WHAT TO WORK ON:
Beginning with the first entry, set down each one exactly as shown.

SUPPLIED DATA:

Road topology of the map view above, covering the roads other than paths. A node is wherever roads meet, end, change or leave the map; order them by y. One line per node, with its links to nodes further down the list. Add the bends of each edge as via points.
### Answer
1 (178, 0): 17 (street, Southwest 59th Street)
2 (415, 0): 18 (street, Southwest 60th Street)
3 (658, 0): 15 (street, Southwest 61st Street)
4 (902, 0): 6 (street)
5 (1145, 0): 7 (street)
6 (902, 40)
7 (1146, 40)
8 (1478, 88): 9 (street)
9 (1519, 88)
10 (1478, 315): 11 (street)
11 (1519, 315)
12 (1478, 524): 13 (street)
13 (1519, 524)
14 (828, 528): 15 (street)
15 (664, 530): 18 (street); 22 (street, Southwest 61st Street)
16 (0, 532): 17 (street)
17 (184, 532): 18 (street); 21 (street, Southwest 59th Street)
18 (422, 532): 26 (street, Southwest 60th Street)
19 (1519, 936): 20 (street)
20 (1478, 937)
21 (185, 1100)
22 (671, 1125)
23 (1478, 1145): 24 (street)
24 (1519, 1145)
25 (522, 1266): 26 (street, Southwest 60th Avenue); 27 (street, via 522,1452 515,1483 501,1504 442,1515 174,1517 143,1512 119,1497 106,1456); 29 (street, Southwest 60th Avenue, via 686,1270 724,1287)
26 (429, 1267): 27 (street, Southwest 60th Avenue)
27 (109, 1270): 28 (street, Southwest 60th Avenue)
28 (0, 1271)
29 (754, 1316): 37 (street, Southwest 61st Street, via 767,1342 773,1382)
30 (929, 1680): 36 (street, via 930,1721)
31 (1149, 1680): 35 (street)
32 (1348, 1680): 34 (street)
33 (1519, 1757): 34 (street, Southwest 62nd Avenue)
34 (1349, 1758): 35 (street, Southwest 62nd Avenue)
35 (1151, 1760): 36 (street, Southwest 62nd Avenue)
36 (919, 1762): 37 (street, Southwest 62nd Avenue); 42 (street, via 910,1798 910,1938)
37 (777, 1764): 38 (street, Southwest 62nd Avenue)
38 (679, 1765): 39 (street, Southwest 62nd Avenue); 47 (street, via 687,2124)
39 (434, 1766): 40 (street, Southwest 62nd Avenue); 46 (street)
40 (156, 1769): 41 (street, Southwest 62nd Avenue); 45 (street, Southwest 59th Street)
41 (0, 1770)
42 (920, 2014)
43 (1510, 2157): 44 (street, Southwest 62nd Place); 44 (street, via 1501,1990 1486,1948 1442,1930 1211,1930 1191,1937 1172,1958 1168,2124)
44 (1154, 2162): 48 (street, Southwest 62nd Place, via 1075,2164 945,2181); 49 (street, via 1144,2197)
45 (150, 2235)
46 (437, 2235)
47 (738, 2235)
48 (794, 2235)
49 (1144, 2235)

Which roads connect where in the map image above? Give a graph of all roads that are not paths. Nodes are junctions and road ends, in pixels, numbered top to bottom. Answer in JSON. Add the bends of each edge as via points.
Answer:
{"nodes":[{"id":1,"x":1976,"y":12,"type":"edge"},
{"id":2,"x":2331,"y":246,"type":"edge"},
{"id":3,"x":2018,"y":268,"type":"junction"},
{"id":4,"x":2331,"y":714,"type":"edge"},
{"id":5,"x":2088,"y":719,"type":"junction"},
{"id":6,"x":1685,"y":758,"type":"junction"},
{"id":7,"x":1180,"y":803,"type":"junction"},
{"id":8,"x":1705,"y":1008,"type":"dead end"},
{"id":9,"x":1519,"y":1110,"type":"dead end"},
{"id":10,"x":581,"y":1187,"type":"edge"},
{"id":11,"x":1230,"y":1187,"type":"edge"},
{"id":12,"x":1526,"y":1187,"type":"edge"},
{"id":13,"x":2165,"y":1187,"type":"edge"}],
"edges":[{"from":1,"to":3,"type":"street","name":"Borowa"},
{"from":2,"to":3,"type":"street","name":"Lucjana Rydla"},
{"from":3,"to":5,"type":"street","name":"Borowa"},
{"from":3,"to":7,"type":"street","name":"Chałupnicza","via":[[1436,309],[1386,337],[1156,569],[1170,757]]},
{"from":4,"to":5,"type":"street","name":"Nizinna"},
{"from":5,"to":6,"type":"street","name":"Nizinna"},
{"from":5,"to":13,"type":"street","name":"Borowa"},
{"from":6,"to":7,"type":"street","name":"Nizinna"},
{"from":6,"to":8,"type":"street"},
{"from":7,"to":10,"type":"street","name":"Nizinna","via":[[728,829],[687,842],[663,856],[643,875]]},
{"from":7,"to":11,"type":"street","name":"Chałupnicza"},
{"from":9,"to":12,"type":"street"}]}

SOLUTION TO THIS TASK:
Road topology of the map view above, covering the roads other than paths. A node is wherever roads meet, end, change or leave the map; order them by y. One line per node, with its links to nodes further down the list. Add the bends of each edge as via points.
### Answer
1 (178, 0): 17 (street, Southwest 59th Street)
2 (415, 0): 18 (street, Southwest 60th Street)
3 (658, 0): 15 (street, Southwest 61st Street)
4 (902, 0): 6 (street)
5 (1145, 0): 7 (street)
6 (902, 40)
7 (1146, 40)
8 (1478, 88): 9 (street)
9 (1519, 88)
10 (1478, 315): 11 (street)
11 (1519, 315)
12 (1478, 524): 13 (street)
13 (1519, 524)
14 (828, 528): 15 (street)
15 (664, 530): 18 (street); 22 (street, Southwest 61st Street)
16 (0, 532): 17 (street)
17 (184, 532): 18 (street); 21 (street, Southwest 59th Street)
18 (422, 532): 26 (street, Southwest 60th Street)
19 (1519, 936): 20 (street)
20 (1478, 937)
21 (185, 1100)
22 (671, 1125)
23 (1478, 1145): 24 (street)
24 (1519, 1145)
25 (522, 1266): 26 (street, Southwest 60th Avenue); 27 (street, via 522,1452 515,1483 501,1504 442,1515 174,1517 143,1512 119,1497 106,1456); 29 (street, Southwest 60th Avenue, via 686,1270 724,1287)
26 (429, 1267): 27 (street, Southwest 60th Avenue)
27 (109, 1270): 28 (street, Southwest 60th Avenue)
28 (0, 1271)
29 (754, 1316): 37 (street, Southwest 61st Street, via 767,1342 773,1382)
30 (929, 1680): 36 (street, via 930,1721)
31 (1149, 1680): 35 (street)
32 (1348, 1680): 34 (street)
33 (1519, 1757): 34 (street, Southwest 62nd Avenue)
34 (1349, 1758): 35 (street, Southwest 62nd Avenue)
35 (1151, 1760): 36 (street, Southwest 62nd Avenue)
36 (919, 1762): 37 (street, Southwest 62nd Avenue); 42 (street, via 910,1798 910,1938)
37 (777, 1764): 38 (street, Southwest 62nd Avenue)
38 (679, 1765): 39 (street, Southwest 62nd Avenue); 47 (street, via 687,2124)
39 (434, 1766): 40 (street, Southwest 62nd Avenue); 46 (street)
40 (156, 1769): 41 (street, Southwest 62nd Avenue); 45 (street, Southwest 59th Street)
41 (0, 1770)
42 (920, 2014)
43 (1510, 2157): 44 (street, Southwest 62nd Place); 44 (street, via 1501,1990 1486,1948 1442,1930 1211,1930 1191,1937 1172,1958 1168,2124)
44 (1154, 2162): 48 (street, Southwest 62nd Place, via 1075,2164 945,2181); 49 (street, via 1144,2197)
45 (150, 2235)
46 (437, 2235)
47 (738, 2235)
48 (794, 2235)
49 (1144, 2235)

Which roads connect where in the map image above? Give a graph of all roads that are not paths. Nodes are junctions and road ends, in pixels, numbered top to bottom. Answer in JSON. Add the bends of each edge as via points.
Answer:
{"nodes":[{"id":1,"x":1976,"y":12,"type":"edge"},
{"id":2,"x":2331,"y":246,"type":"edge"},
{"id":3,"x":2018,"y":268,"type":"junction"},
{"id":4,"x":2331,"y":714,"type":"edge"},
{"id":5,"x":2088,"y":719,"type":"junction"},
{"id":6,"x":1685,"y":758,"type":"junction"},
{"id":7,"x":1180,"y":803,"type":"junction"},
{"id":8,"x":1705,"y":1008,"type":"dead end"},
{"id":9,"x":1519,"y":1110,"type":"dead end"},
{"id":10,"x":581,"y":1187,"type":"edge"},
{"id":11,"x":1230,"y":1187,"type":"edge"},
{"id":12,"x":1526,"y":1187,"type":"edge"},
{"id":13,"x":2165,"y":1187,"type":"edge"}],
"edges":[{"from":1,"to":3,"type":"street","name":"Borowa"},
{"from":2,"to":3,"type":"street","name":"Lucjana Rydla"},
{"from":3,"to":5,"type":"street","name":"Borowa"},
{"from":3,"to":7,"type":"street","name":"Chałupnicza","via":[[1436,309],[1386,337],[1156,569],[1170,757]]},
{"from":4,"to":5,"type":"street","name":"Nizinna"},
{"from":5,"to":6,"type":"street","name":"Nizinna"},
{"from":5,"to":13,"type":"street","name":"Borowa"},
{"from":6,"to":7,"type":"street","name":"Nizinna"},
{"from":6,"to":8,"type":"street"},
{"from":7,"to":10,"type":"street","name":"Nizinna","via":[[728,829],[687,842],[663,856],[643,875]]},
{"from":7,"to":11,"type":"street","name":"Chałupnicza"},
{"from":9,"to":12,"type":"street"}]}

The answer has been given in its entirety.